Localization of ergot alkaloids in sclerotia of Claviceps purpurea by matrix-assisted laser desorption/ionization mass spectrometry imaging.

Abstract

The fungus Claviceps purpurea produces highly toxic ergot alkaloids and accumulates these in the hardened bodies of fungal mycelium. These so-called sclerotia, or ergot bodies, replace the crop seed of infected plants, which can include numerous important food- and feedstuff such as rye and wheat. While several studies have explored details of the infection process and development of ergot bodies, little information is available on the spatial distribution of the mycotoxins in the sclerotia. Here we used matrix-assisted laser desorption/ionization mass spectrometry imaging (MALDI-MSI) at a lateral resolution of 35μm to visualize the distribution of two representative alkaloids, ergocristine and ergometrine, produced by Ecc93 and Gal 310 variants of C. purpurea, respectively, after infection of rye. To improve cryosectioning of this fragile biological material tissue with complex texture, we developed a practical embedding protocol based on cellulose polymers.
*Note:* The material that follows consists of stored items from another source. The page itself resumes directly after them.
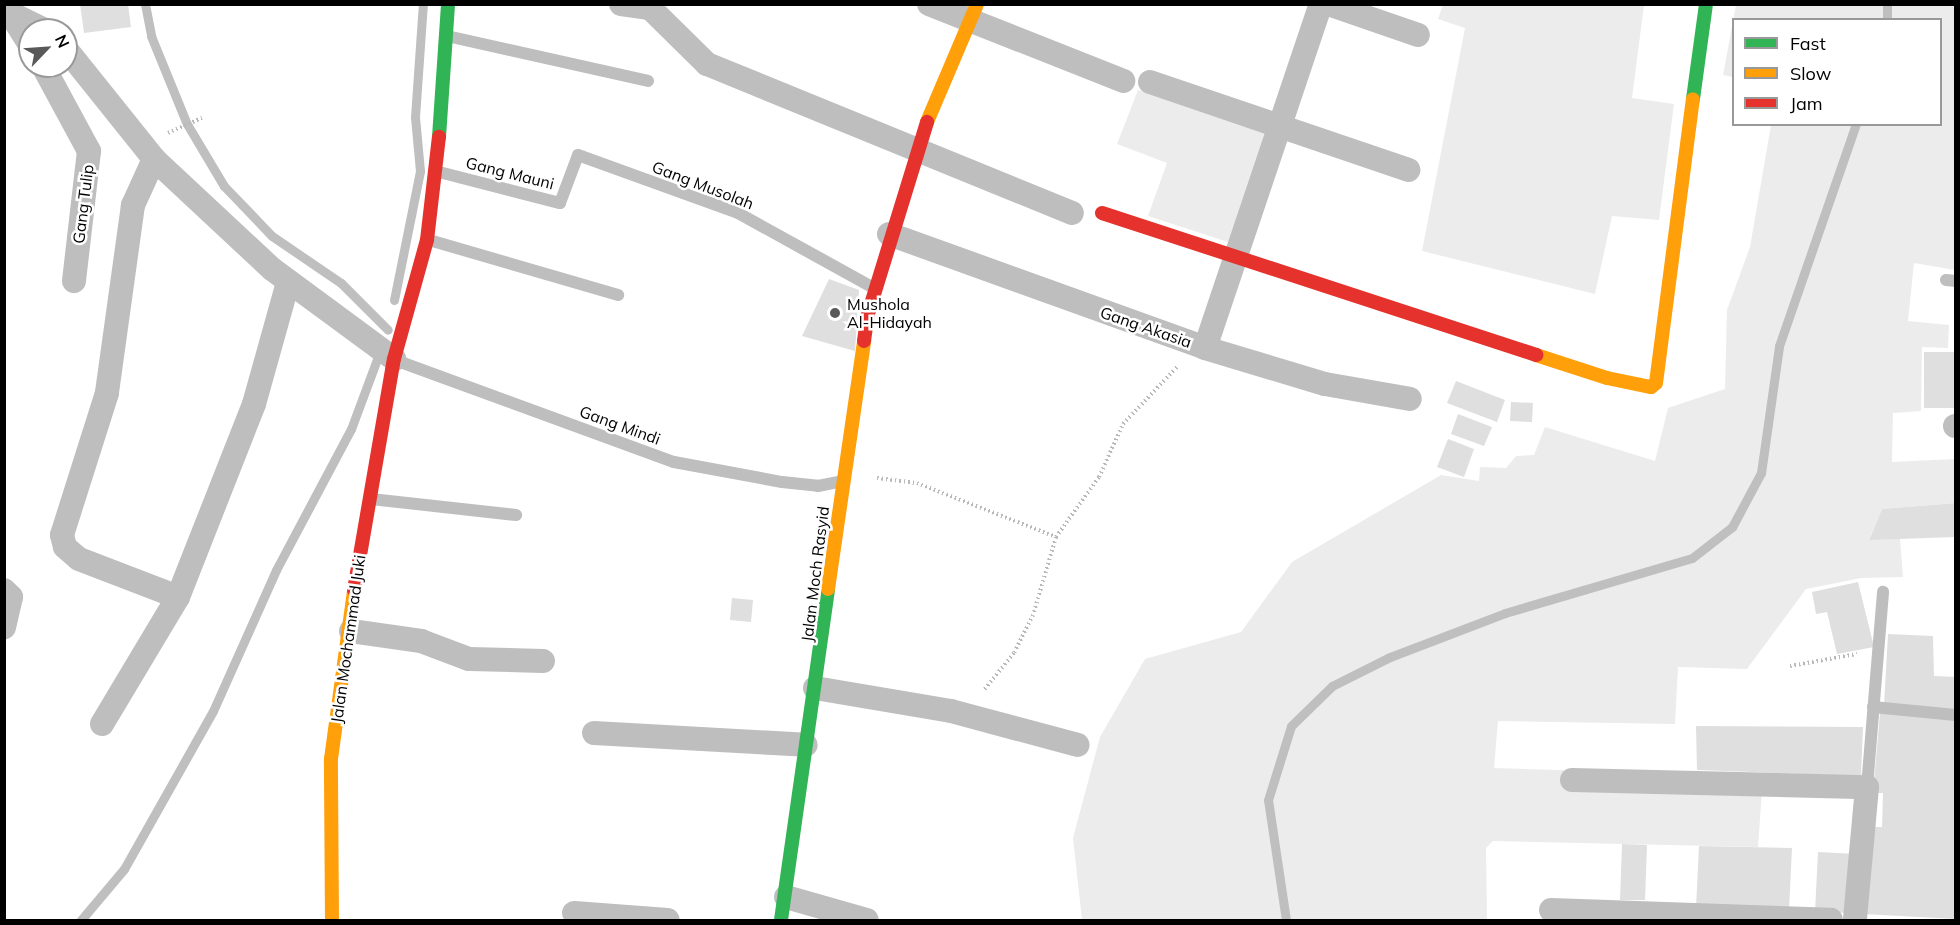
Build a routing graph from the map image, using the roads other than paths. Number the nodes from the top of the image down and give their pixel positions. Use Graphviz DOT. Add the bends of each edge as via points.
graph roads {
  1 [pos="448,4"];
  2 [pos="621,4"];
  3 [pos="929,4"];
  4 [pos="1321,4"];
  5 [pos="1328,4"];
  6 [pos="1706,4"];
  7 [pos="6,10"];
  8 [pos="974,13"];
  9 [pos="22,18"];
  10 [pos="18,28"];
  11 [pos="443,35"];
  12 [pos="1418,35"];
  13 [pos="78,64"];
  14 [pos="49,78"];
  15 [pos="648,81"];
  16 [pos="1124,81"];
  17 [pos="1150,82"];
  18 [pos="1281,125"];
  19 [pos="916,147"];
  20 [pos="148,152"];
  21 [pos="578,155"];
  22 [pos="1408,170"];
  23 [pos="437,172"];
  24 [pos="1072,213"];
  25 [pos="1102,213"];
  26 [pos="889,234"];
  27 [pos="427,240"];
  28 [pos="1237,255"];
  29 [pos="74,281"];
  30 [pos="288,282"];
  31 [pos="875,288"];
  32 [pos="618,295"];
  33 [pos="1205,348"];
  34 [pos="383,352"];
  35 [pos="1410,399"];
  36 [pos="843,481"];
  37 [pos="370,499"];
  38 [pos="516,515"];
  39 [pos="4,590"];
  40 [pos="1883,592"];
  41 [pos="178,597"];
  42 [pos="4,627"];
  43 [pos="351,631"];
  44 [pos="543,661"];
  45 [pos="815,688"];
  46 [pos="1873,707"];
  47 [pos="1956,715"];
  48 [pos="102,724"];
  49 [pos="594,733"];
  50 [pos="806,745"];
  51 [pos="1078,746"];
  52 [pos="1572,780"];
  53 [pos="1868,787"];
  54 [pos="786,897"];
  55 [pos="1551,910"];
  56 [pos="574,913"];
  57 [pos="332,921"];
  58 [pos="668,921"];
  59 [pos="781,921"];
  60 [pos="867,921"];
  61 [pos="1832,921"];
  62 [pos="1855,921"];
  1 -- 11 [label="street, Jalan Mochammad Juki"];
  2 -- 19 [label="street" via="650,8 707,63"];
  3 -- 8 [label="street"];
  4 -- 18 [label="street"];
  5 -- 12 [label="street"];
  6 -- 28 [label="street" via="1656,383 1651,387 1607,378"];
  7 -- 9 [label="street"];
  7 -- 10 [label="street"];
  8 -- 16 [label="street"];
  8 -- 19 [label="street, Jalan Moch Rasyid"];
  11 -- 15 [label="lane"];
  11 -- 23 [label="street, Jalan Mochammad Juki"];
  13 -- 20 [label="street"];
  14 -- 29 [label="street, Gang Tulip" via="89,151"];
  17 -- 18 [label="street"];
  18 -- 22 [label="street"];
  18 -- 28 [label="street"];
  19 -- 24 [label="street"];
  19 -- 26 [label="street, Jalan Moch Rasyid"];
  20 -- 30 [label="street"];
  20 -- 41 [label="street" via="133,205 107,393 62,535 65,547 79,560"];
  21 -- 23 [label="lane, Gang Mauni" via="560,202"];
  21 -- 31 [label="lane, Gang Musolah" via="738,213"];
  23 -- 27 [label="street, Jalan Mochammad Juki"];
  25 -- 28 [label="street"];
  26 -- 31 [label="street, Jalan Moch Rasyid"];
  26 -- 33 [label="street, Gang Akasia"];
  27 -- 32 [label="lane"];
  27 -- 34 [label="street, Jalan Mochammad Juki"];
  28 -- 33 [label="street"];
  30 -- 34 [label="street"];
  30 -- 41 [label="street" via="254,404"];
  31 -- 36 [label="street, Jalan Moch Rasyid"];
  33 -- 35 [label="street, Gang Akasia" via="1325,384"];
  34 -- 36 [label="lane, Gang Mindi" via="674,462 782,482 818,486"];
  34 -- 37 [label="street, Jalan Mochammad Juki"];
  36 -- 45 [label="street, Jalan Moch Rasyid"];
  37 -- 38 [label="lane"];
  37 -- 43 [label="street, Jalan Mochammad Juki"];
  39 -- 42 [label="street" via="11,597"];
  40 -- 46 [label="lane"];
  41 -- 48 [label="street"];
  43 -- 44 [label="street" via="421,641 469,659"];
  43 -- 57 [label="street, Jalan Mochammad Juki" via="331,759"];
  45 -- 50 [label="street, Jalan Moch Rasyid"];
  45 -- 51 [label="street" via="951,711"];
  46 -- 47 [label="lane"];
  46 -- 53 [label="lane"];
  49 -- 50 [label="street"];
  50 -- 54 [label="street, Jalan Moch Rasyid"];
  52 -- 53 [label="street"];
  53 -- 62 [label="street"];
  54 -- 59 [label="street, Jalan Moch Rasyid"];
  54 -- 60 [label="street"];
  55 -- 61 [label="street"];
  56 -- 58 [label="street"];
}
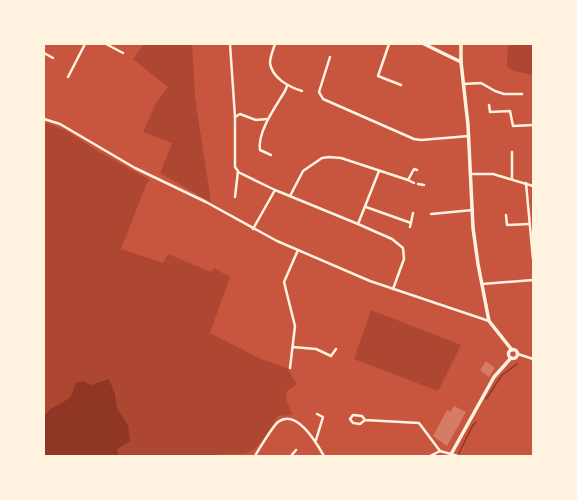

The MALDI-MS images recorded from the so produced intact tissues sections revealed that ergometrine exhibited a relatively homogeneous distribution throughout the ergot body, whereas ergocristine was found to be enriched in the proximal region. This finding can be correlated to the morphological development of sclerotia as ergot alkaloids are only produced in the sphacelial stage. The ability to localize toxins and other secondary metabolites in intact sections of crop-infecting fungi with high lateral resolution renders MALDI-MSI a powerful tool for investigating biosynthetic pathways and for obtaining a deeper understanding of the parasite-host interaction. Graphical abstract Workflow for identification and spatial localization of ergot alkaloids in infected rye grains.